Collected data entries
****

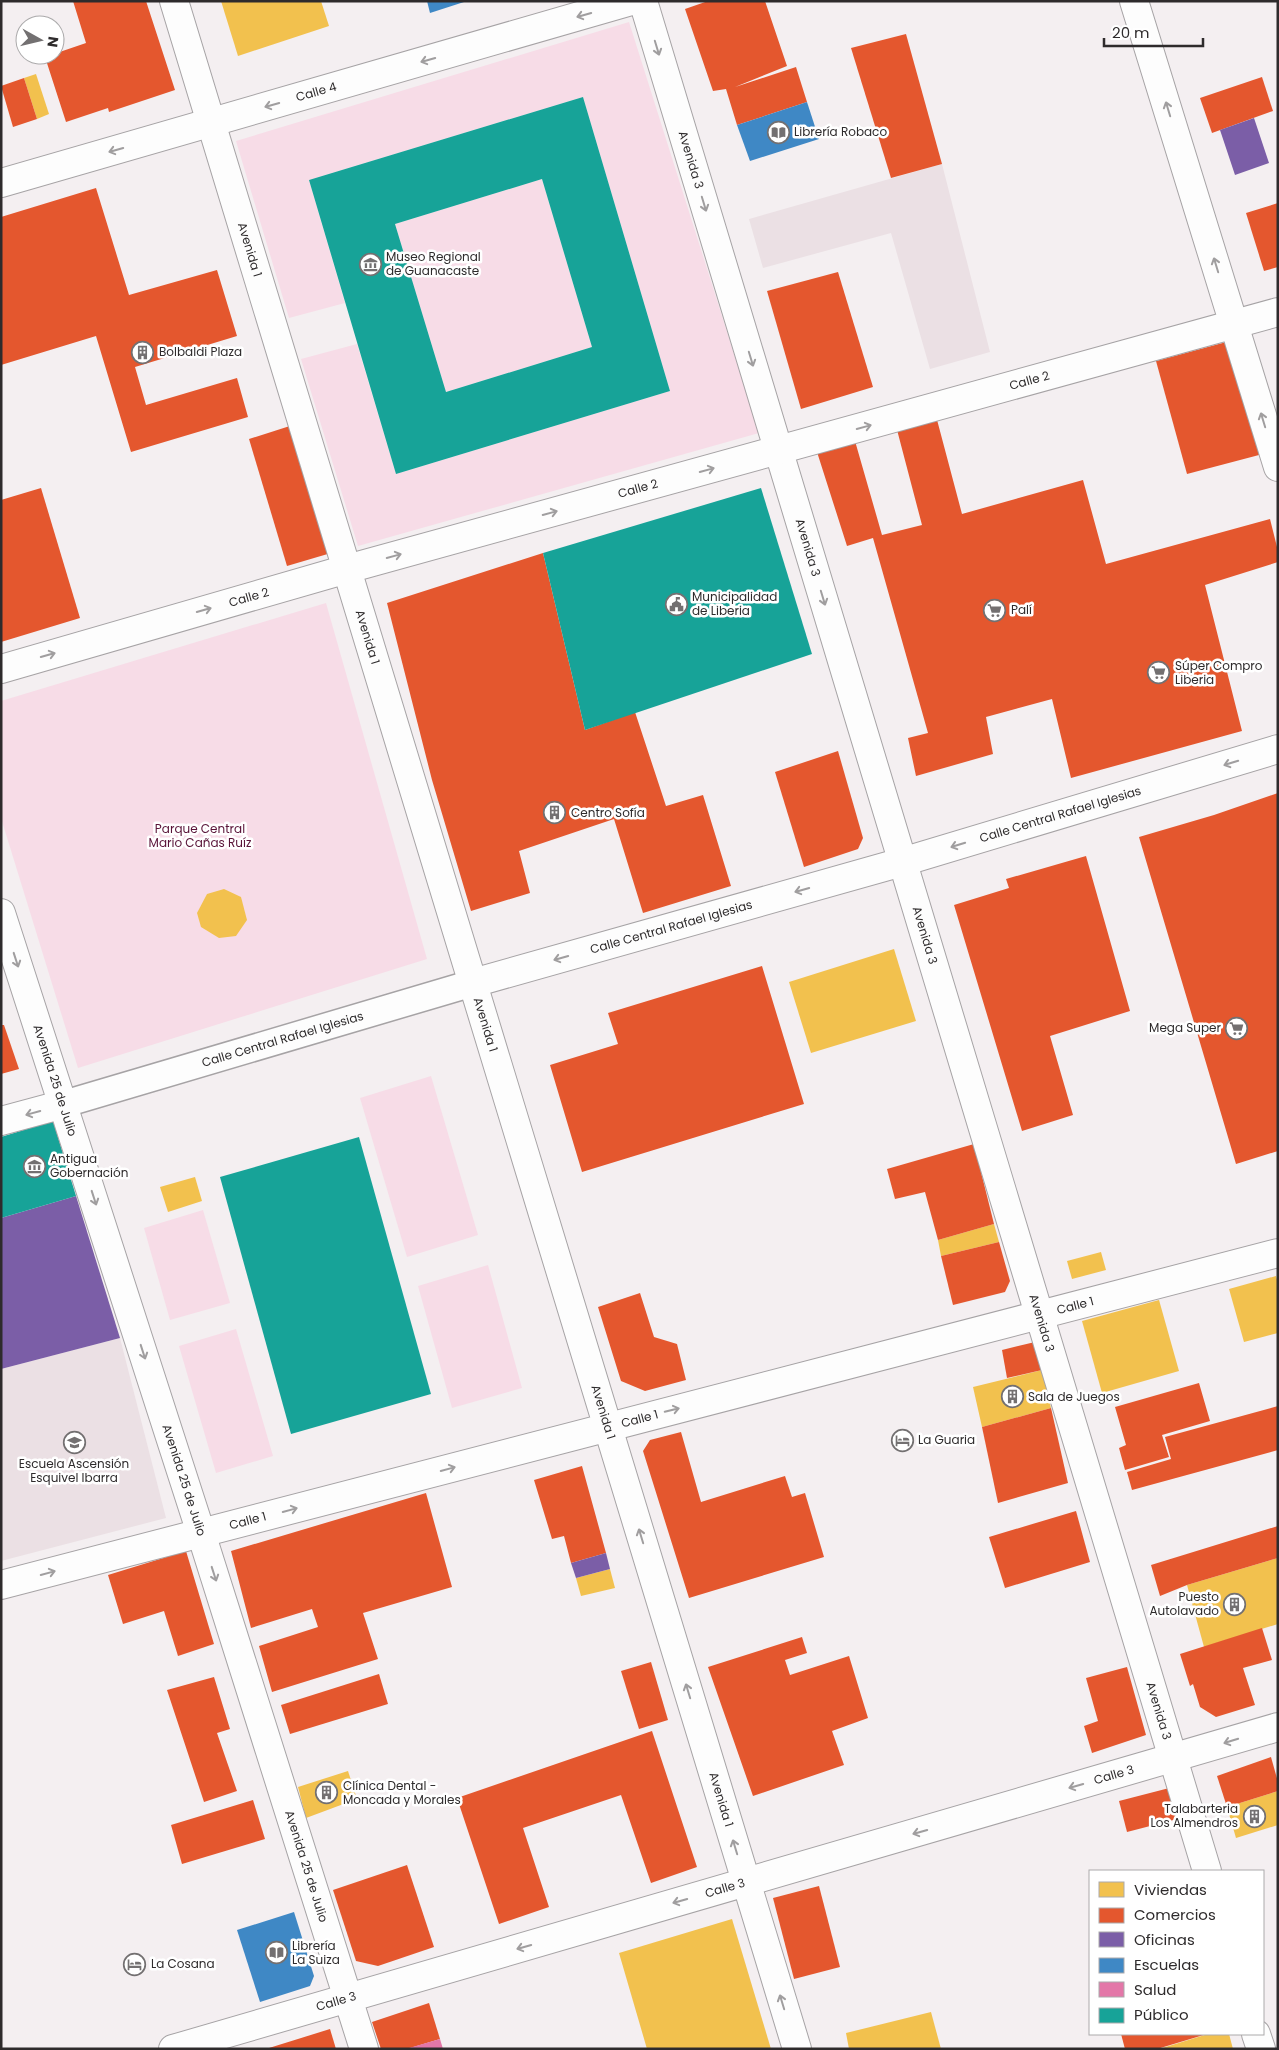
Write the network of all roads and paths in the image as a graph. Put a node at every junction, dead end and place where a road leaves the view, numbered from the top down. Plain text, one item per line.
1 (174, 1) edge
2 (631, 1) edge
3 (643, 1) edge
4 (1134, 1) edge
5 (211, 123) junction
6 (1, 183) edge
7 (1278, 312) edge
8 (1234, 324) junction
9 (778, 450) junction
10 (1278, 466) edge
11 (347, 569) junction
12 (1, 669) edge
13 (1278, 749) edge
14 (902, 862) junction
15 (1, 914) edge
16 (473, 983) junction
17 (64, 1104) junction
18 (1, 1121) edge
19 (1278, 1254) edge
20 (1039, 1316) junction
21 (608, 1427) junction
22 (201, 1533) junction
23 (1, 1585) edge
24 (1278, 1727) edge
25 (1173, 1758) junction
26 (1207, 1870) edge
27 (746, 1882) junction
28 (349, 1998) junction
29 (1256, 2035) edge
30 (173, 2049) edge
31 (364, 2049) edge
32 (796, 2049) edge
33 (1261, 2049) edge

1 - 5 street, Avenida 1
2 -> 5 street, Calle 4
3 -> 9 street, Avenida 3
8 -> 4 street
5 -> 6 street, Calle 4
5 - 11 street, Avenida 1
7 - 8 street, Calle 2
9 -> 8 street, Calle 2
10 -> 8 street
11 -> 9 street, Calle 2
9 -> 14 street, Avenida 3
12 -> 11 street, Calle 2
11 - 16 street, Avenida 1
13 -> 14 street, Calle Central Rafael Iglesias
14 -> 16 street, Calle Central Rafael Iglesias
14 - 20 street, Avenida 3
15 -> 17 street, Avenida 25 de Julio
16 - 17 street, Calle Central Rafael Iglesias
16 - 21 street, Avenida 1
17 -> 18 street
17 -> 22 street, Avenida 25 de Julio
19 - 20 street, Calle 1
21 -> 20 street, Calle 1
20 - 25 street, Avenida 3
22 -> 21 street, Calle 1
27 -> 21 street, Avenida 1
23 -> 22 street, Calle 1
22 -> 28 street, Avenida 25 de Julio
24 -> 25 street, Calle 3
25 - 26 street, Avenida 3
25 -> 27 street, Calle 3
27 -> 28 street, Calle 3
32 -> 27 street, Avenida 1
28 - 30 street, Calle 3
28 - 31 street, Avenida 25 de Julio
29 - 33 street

****

* WORK ITEM *
Every line above with the string "Julio" in it should be copied into the answer.

* OUTPUT FOR THIS TASK *
15 -> 17 street, Avenida 25 de Julio
17 -> 22 street, Avenida 25 de Julio
22 -> 28 street, Avenida 25 de Julio
28 - 31 street, Avenida 25 de Julio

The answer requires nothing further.